■ **Your task**
Only the number is wanted: how many lines below contain "SkCanvas"?

■ **Information supplied**
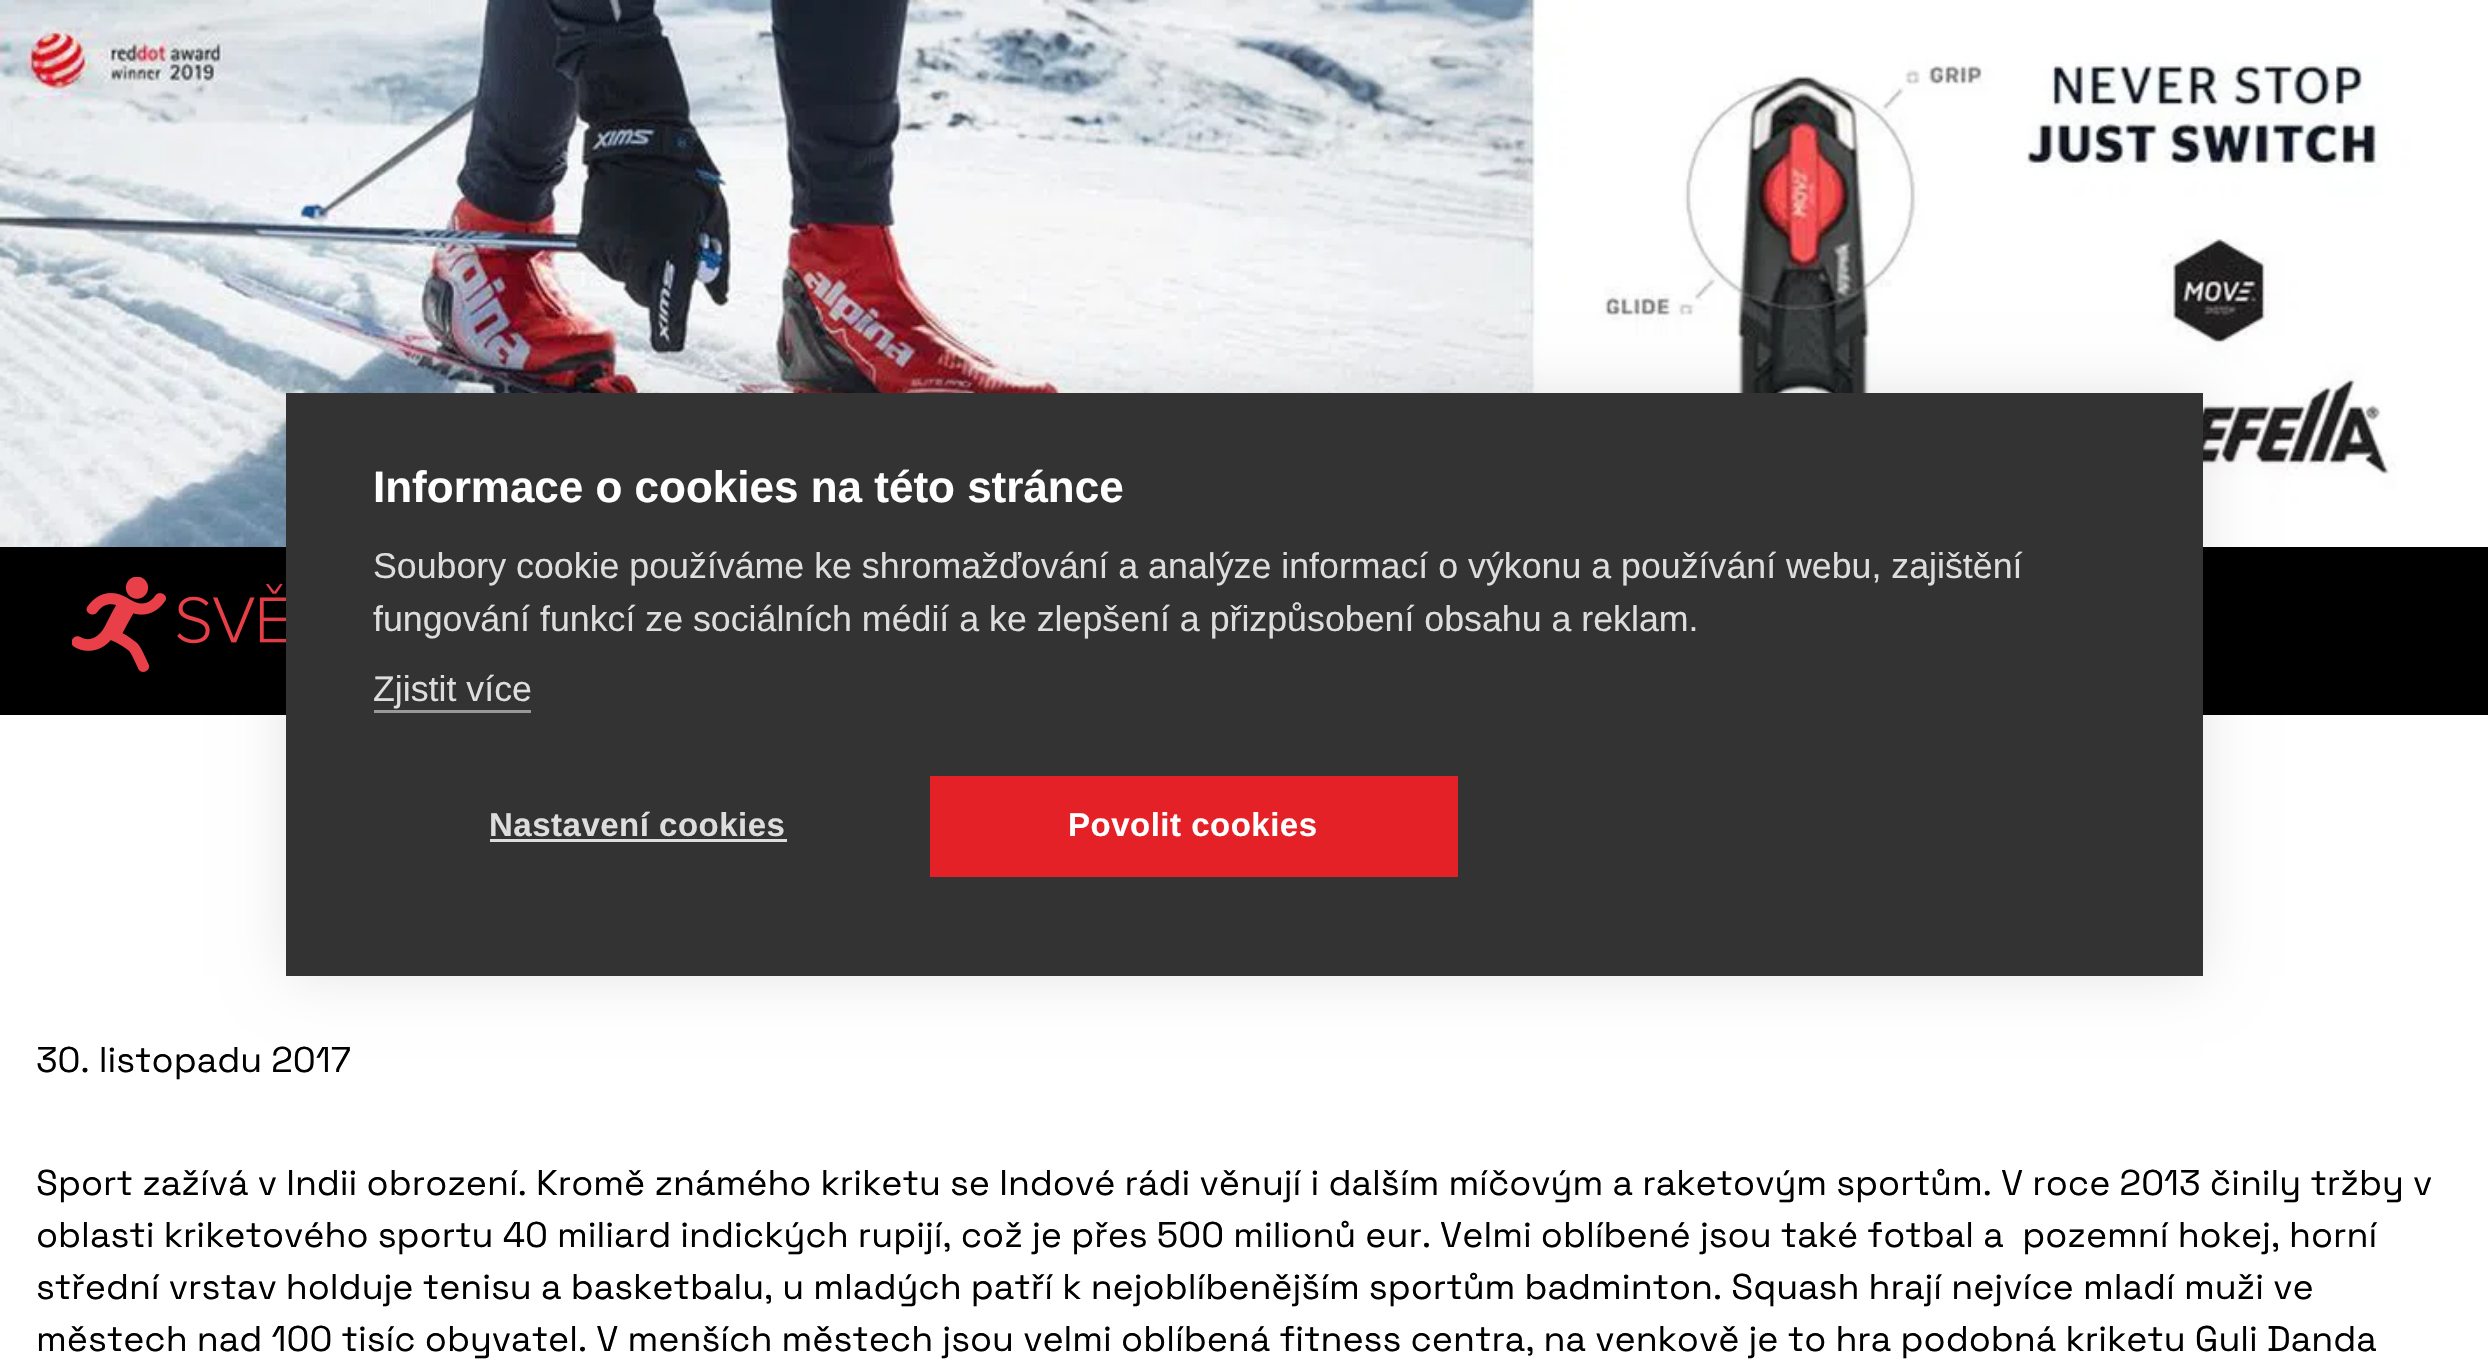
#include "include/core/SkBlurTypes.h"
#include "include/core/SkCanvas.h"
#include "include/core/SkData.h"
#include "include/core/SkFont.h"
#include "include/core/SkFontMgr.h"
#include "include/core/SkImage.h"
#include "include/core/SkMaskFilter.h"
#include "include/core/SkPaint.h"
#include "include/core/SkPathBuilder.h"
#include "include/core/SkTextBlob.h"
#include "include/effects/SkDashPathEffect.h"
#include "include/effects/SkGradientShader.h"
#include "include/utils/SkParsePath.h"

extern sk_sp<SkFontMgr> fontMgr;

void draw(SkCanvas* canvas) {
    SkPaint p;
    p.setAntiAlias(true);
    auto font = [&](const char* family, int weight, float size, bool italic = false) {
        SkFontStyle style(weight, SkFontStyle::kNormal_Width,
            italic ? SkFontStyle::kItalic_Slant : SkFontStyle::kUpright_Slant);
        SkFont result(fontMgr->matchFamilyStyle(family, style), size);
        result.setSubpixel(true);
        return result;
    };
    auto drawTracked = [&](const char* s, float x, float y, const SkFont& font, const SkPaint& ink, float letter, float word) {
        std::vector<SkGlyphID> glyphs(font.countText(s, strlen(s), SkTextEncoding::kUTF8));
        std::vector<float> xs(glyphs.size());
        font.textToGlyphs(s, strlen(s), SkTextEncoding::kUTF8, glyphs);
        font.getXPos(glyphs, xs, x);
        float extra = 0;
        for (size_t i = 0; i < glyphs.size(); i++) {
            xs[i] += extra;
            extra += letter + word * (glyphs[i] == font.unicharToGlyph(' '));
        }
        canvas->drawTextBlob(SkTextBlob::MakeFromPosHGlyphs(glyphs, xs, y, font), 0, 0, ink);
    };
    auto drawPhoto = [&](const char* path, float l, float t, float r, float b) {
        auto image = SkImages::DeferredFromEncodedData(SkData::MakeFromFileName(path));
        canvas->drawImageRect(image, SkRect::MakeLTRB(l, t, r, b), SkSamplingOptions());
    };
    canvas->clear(0xFFFFFFFF);
    drawPhoto("media/1.png", 0, 0, 2488, 547);
    p.setColor(0xFF000000);
    canvas->drawRect(SkRect::MakeLTRB(0, 547, 2488, 715), p);
    drawPhoto("media/2.png", 72, 577, 286, 672);
    p.setColor(0x1A000000);
    p.setMaskFilter(SkMaskFilter::MakeBlur(kNormal_SkBlurStyle, 27.5f));
    canvas->drawRect(SkRect::MakeLTRB(286, 393, 2203, 976), p);
    p.setMaskFilter(nullptr);
    p.setColor(0xFF333333);
    canvas->drawRect(SkRect::MakeLTRB(286, 393, 2203, 976), p);
    auto font1 = font("Liberation Sans", 700, 44);
    p.setColor(0xFFFFFFFF);
    canvas->drawString("Informace o cookies na této stránce", 373, 502, font1, p);
    auto font2 = font("Liberation Sans", 400, 35.75f);
    p.setColor(0xFFDDDDDD);
    {
        const struct { const char* s; float x, y; } items[] = {
            {"Soubory cookie používáme ke shromažďování a analýze informací o výkonu a používání webu, zajištění", 373, 578},
            {"fungování funkcí ze sociálních médií a ke zlepšení a přizpůsobení obsahu a reklam.", 373, 631},
            {"Zjistit více", 373, 701},
        };
        for (auto [s, x, y] : items) {
            canvas->drawString(s, x, y, font2, p);
        }
    }
    p.setColor(0xFF999999);
    canvas->drawRect(SkRect::MakeLTRB(374, 710, 531, 713), p);
    auto font3 = font("Liberation Sans", 700, 33);
    p.setColor(0xFFDDDDDD);
    drawTracked("Nastavení cookies", 489, 836, font3, p, 0.5f, 0);
    canvas->drawRect(SkRect::MakeLTRB(490, 839, 787, 842), p);
    p.setColor(0xFFE42127);
    canvas->drawRect(SkRect::MakeLTRB(930, 776, 1458, 877), p);
    p.setColor(0xFFFFFFFF);
    drawTracked("Povolit cookies", 1068, 836, font3, p, 0.5f, 0);
    auto font4 = font("Space Grotesk", 400, 35.75f);
    p.setColor(0xFF000000);
    {
        const struct { const char* s; float x, y; } items[] = {
            {"30. listopadu 2017", 36, 1072},
            {"Sport zažívá v Indii obrození. Kromě známého kriketu se Indové rádi věnují i dalším míčovým a raketovým sportům. V roce 2013 činily tržby v", 36, 1195},
            {"oblasti kriketového sportu 40 miliard indických rupijí, což je přes 500 milionů eur. Velmi oblíbené jsou také fotbal a  pozemní hokej, horní", 36, 1247},
            {"střední vrstav holduje tenisu a basketbalu, u mladých patří k nejoblíbenějším sportům badminton. Squash hrají nejvíce mladí muži ve", 36, 1299},
            {"městech nad 100 tisíc obyvatel. V menších městech jsou velmi oblíbená fitness centra, na venkově je to hra podobná kriketu Guli Danda", 36, 1351},
        };
        for (auto [s, x, y] : items) {
            canvas->drawString(s, x, y, font4, p);
        }
    }
}
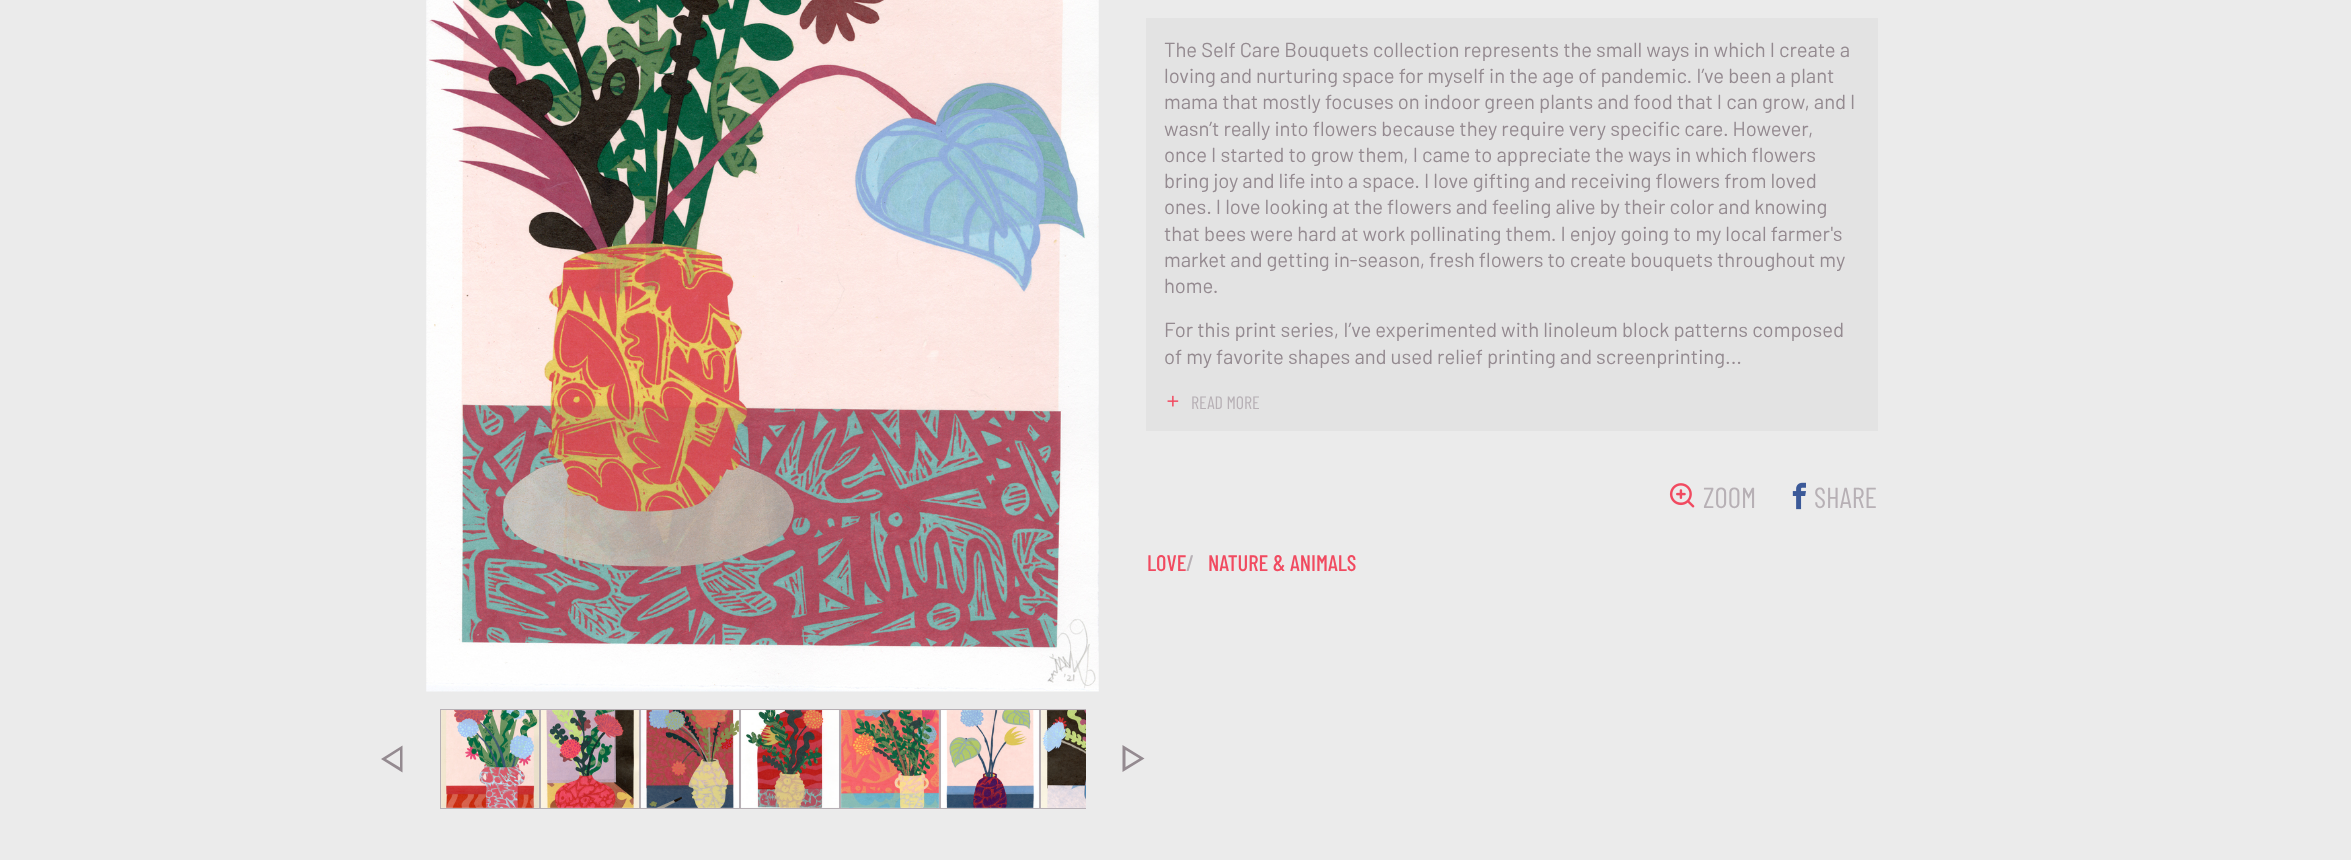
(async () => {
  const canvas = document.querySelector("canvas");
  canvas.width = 2351;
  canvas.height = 860;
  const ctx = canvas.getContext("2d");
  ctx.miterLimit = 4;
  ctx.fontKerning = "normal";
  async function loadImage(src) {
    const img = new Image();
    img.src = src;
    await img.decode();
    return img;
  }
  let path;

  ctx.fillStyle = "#ebebeb";
  ctx.fillRect(0, 0, 2351, 860);
  ctx.drawImage(await loadImage("img/1.png"), 426, 0, 673, 692);
  ctx.strokeStyle = "#b7b0b5";
  ctx.strokeRect(440.5, 709.5, 99, 99);
  ctx.drawImage(await loadImage("img/2.png"), 441, 710, 98, 98);
  ctx.strokeRect(540.5, 709.5, 99, 99);
  ctx.drawImage(await loadImage("img/3.png"), 541, 710, 98, 98);
  ctx.strokeRect(640.5, 709.5, 99, 99);
  ctx.drawImage(await loadImage("img/4.png"), 641, 710, 98, 98);
  ctx.strokeRect(740.5, 709.5, 99, 99);
  ctx.drawImage(await loadImage("img/5.png"), 741, 710, 98, 98);
  ctx.strokeRect(840.5, 709.5, 99, 99);
  ctx.drawImage(await loadImage("img/6.png"), 841, 710, 98, 98);
  ctx.strokeRect(940.5, 709.5, 99, 99);
  ctx.drawImage(await loadImage("img/7.png"), 941, 710, 98, 98);
  ctx.save();
  ctx.beginPath();
  ctx.rect(439, 709, 647, 106);
  ctx.clip();
  ctx.strokeRect(1040.5, 709.5, 99, 99);
  ctx.restore();
  ctx.drawImage(await loadImage("img/8.png"), 1041, 710, 45, 98);
  ctx.fillStyle = "#948a90";
  path = new Path2D("M381 759L402.5 745.5V772.5ZM386 759L400 767.5V750Z");
  ctx.fill(path);
  path = new Path2D("M1144.5 758.5L1122.5 772V745ZM1139.5 758.5L1125.5 750V767Z");
  ctx.fill(path);
  ctx.fillStyle = "#e3e3e3";
  ctx.fillRect(1146, 18, 732, 413);
  ctx.drawImage(await loadImage("img/9.png"), 1167, 395, 12, 12);
  ctx.drawImage(await loadImage("img/10.png"), 1669, 483, 26, 25);
  ctx.drawImage(await loadImage("img/11.png"), 1792, 482, 14, 28);
  ctx.font = "20.25px Barlow";
  ctx.fillStyle = "#948a90";
  for (const [text, x, y] of [
    ["The Self Care Bouquets collection represents the small ways in which I create a", 1164, 57],
    ["loving and nurturing space for myself in the age of pandemic. I’ve been a plant", 1164, 83],
    ["mama that mostly focuses on indoor green plants and food that I can grow, and I", 1164, 109],
    ["wasn’t really into flowers because they require very specific care. However,", 1164, 136],
    ["once I started to grow them, I came to appreciate the ways in which flowers", 1164, 162],
    ["bring joy and life into a space. I love gifting and receiving flowers from loved", 1164, 188],
    ["ones. I love looking at the flowers and feeling alive by their color and knowing", 1164, 214],
    ["that bees were hard at work pollinating them. I enjoy going to my local farmer's", 1164, 241],
    ["market and getting in-season, fresh flowers to create bouquets throughout my", 1164, 267],
    ["home.", 1164, 293],
    ["For this print series, I’ve experimented with linoleum block patterns composed", 1164, 337],
    ["of my favorite shapes and used relief printing and screenprinting...", 1164, 364],
  ]) {
    ctx.fillText(text, x, y);
  }
  ctx.font = "18px Barlow Condensed";
  ctx.fillStyle = "#b7b0b5";
  ctx.fillText("READ MORE", 1191, 409);
  ctx.font = "29px Barlow Condensed";
  ctx.fillText("ZOOM", 1703, 508);
  ctx.fillText("SHARE", 1814, 508);
  ctx.font = "500 22.5px Barlow Condensed";
  ctx.fillStyle = "#f14a60";
  ctx.fillText("LOVE", 1147, 571);
  ctx.fillStyle = "#b7b0b5";
  ctx.fillText("/", 1186, 571);
  ctx.fillStyle = "#f14a60";
  ctx.fillText("NATURE & ANIMALS", 1208, 571);
})();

■ **Written solution**
2